Kloster Wienhausen, 10km/6mi southeast of Celle, was once a former Cistercian nunnery (13th-14th C.), and is now a Protestant house of retreat for women (nuns' choir; 14th C. wall and ceiling paintings and a Holy Sepulchre of 1445; famous 14th and 15th C. tapestries, shown only once a year at Whitsun).
Celle's old town, with its picturesque half-timbered streets and lanes, lies to the east of the palace. Particularly fine is Kalandgasse, with the old Latin School. At its south end is the Stechbahn, once the scene of knightly tournaments.
In Bergen-Belsen, 7km/4.5mi southwest of Bergen (25km/15mi north of Celle), was the Nazi concentration camp of Belsen, now razed to the ground.

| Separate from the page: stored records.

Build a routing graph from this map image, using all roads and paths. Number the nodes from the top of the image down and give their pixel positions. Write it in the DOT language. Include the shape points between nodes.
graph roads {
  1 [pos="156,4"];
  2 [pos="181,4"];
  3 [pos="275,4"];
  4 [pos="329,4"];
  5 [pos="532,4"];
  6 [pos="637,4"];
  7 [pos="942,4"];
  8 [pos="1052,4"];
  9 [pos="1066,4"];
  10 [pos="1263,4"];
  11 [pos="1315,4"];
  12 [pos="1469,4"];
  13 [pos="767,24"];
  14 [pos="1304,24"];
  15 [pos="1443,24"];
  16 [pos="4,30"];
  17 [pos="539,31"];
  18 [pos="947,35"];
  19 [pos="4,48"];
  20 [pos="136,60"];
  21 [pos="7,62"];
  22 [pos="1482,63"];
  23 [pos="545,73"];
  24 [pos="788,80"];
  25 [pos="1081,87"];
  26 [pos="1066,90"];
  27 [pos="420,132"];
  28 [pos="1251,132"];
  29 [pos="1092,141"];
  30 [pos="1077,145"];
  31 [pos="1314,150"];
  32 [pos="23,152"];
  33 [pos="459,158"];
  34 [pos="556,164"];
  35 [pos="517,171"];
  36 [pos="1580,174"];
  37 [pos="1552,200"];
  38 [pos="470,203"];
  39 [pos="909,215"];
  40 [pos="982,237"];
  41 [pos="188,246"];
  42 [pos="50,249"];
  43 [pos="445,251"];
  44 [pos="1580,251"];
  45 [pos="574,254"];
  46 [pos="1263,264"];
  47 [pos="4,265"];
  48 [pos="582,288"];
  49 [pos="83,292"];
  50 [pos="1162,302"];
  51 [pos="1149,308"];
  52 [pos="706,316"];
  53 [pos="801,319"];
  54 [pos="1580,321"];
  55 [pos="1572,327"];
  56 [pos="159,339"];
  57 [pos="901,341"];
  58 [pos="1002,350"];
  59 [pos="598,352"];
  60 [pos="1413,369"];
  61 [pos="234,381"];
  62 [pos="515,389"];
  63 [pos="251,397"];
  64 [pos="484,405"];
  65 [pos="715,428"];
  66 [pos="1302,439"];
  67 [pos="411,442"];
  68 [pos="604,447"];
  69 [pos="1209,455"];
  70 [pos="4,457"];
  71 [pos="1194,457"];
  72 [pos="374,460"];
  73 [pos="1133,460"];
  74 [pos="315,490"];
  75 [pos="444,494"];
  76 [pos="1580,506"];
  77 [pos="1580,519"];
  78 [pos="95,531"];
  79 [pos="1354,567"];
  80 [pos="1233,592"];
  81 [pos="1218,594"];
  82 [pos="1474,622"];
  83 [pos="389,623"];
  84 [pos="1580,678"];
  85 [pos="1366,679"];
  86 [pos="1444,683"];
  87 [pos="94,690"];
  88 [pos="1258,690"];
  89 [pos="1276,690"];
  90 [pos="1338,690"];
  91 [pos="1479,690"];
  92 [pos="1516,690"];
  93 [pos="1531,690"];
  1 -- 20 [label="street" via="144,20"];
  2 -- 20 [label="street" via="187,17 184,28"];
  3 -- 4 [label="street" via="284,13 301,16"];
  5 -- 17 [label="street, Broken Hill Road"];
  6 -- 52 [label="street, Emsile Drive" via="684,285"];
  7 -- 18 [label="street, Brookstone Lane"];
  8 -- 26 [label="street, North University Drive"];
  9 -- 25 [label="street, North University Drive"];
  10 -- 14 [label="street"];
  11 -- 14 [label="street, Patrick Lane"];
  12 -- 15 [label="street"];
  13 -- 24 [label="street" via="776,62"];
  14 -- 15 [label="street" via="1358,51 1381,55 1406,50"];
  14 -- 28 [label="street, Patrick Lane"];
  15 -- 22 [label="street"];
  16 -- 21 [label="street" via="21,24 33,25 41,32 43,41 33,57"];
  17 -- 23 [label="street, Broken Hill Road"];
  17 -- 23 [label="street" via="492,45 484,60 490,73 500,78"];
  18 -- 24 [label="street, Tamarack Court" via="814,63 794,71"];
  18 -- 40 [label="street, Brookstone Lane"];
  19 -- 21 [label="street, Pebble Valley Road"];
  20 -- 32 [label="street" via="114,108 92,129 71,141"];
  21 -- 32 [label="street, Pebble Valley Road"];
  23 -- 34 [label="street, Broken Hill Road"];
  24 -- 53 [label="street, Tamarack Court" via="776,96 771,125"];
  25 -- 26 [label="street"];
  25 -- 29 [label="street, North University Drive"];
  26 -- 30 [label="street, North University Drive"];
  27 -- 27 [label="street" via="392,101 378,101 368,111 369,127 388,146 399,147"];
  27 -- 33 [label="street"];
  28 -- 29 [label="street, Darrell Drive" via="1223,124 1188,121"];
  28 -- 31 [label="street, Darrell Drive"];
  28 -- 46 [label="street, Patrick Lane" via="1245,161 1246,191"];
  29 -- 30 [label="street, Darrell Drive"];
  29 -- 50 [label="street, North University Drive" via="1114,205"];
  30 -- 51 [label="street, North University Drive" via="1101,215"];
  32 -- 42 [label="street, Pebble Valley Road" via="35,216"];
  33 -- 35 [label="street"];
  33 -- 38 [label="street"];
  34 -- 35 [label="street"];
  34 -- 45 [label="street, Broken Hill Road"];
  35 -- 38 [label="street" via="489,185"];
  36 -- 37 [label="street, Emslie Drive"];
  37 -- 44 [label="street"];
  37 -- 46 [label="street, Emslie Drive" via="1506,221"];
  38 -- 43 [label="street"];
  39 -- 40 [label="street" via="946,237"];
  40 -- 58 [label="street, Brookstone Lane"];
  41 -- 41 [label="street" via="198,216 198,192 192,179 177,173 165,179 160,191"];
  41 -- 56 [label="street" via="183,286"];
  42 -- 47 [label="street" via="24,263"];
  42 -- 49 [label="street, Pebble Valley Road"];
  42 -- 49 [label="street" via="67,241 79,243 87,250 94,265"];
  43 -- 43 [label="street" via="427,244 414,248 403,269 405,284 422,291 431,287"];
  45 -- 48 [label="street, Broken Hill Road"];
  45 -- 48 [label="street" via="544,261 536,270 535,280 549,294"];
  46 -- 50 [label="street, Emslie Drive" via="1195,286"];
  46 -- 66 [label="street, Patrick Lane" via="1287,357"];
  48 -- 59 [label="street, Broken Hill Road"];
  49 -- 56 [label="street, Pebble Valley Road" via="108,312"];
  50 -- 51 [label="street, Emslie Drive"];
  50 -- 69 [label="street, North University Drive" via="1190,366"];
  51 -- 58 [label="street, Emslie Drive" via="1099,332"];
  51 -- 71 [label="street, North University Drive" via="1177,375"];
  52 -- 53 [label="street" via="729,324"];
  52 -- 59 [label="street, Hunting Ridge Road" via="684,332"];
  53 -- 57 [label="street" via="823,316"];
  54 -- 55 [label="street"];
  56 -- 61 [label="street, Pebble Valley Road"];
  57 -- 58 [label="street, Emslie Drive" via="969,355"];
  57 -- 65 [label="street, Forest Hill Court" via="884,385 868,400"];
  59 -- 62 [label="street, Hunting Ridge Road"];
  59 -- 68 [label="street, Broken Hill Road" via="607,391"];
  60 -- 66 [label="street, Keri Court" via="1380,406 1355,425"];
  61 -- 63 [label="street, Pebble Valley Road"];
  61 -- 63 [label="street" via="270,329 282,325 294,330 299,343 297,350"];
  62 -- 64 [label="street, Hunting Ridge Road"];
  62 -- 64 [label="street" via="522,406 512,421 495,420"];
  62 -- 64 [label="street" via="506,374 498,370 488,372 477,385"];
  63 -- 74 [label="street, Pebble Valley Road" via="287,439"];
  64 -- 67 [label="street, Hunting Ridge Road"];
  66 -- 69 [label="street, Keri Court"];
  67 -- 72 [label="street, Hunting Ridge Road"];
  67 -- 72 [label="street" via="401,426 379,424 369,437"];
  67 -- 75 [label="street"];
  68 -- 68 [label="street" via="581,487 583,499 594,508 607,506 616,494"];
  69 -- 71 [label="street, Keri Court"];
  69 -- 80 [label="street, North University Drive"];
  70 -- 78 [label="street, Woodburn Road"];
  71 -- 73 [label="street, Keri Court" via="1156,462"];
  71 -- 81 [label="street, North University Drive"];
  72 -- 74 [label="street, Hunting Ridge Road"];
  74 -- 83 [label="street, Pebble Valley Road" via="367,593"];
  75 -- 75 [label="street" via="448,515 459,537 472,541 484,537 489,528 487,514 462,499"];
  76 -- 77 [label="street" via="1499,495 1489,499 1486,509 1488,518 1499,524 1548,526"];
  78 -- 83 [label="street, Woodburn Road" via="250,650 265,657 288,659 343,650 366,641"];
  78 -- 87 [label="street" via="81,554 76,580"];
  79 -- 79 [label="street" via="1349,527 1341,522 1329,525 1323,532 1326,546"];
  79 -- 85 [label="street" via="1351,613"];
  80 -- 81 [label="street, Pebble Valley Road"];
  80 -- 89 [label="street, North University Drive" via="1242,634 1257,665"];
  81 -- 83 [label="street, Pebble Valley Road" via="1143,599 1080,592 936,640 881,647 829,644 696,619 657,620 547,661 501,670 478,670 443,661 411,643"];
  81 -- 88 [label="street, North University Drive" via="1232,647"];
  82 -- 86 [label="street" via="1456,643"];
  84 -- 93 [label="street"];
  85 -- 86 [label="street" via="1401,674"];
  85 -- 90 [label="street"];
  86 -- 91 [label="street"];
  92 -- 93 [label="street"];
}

Its site is marked by a commemorative obelisk.
An old-time railroad, the Celler Land Express runs north from Celle to Müden and northeast to Hankensbüttel; the journey takes 75 minutes in each direction.
The Celle Schloss, built partly in the Late Gothic period and partly in the Baroque style of the second half of the 17th century, was the residence of the Dukes of Brunswick and Lüneburg from 1292 to 1866. It has fine state apartments and the oldest court theater in Germany (1674); the chapel has a sumptuous Renaissance interior.
Address: Schloss Celle, Schlossführung, D-29221 Celle, Germany
Hours:
11am-3pm; Closed: Mon
Always closed on: Christmas Eve - Christian (December 24), Christmas - Christian (December 25)
Straddling the river Fuhse in Celle is the Provincial Stud Farm, founded in 1735 by the Elector of Hannover, who was also George II of Britain (breeding of stallions; stallion parades in autumn).
The Town Church (14th and 17th C.) in Celle's Markt has epitaphs and grave slabs of the last Dukes of Celle and a princely burial vault (tomb of the Danish Queen Caroline Mathilde, d. 1775).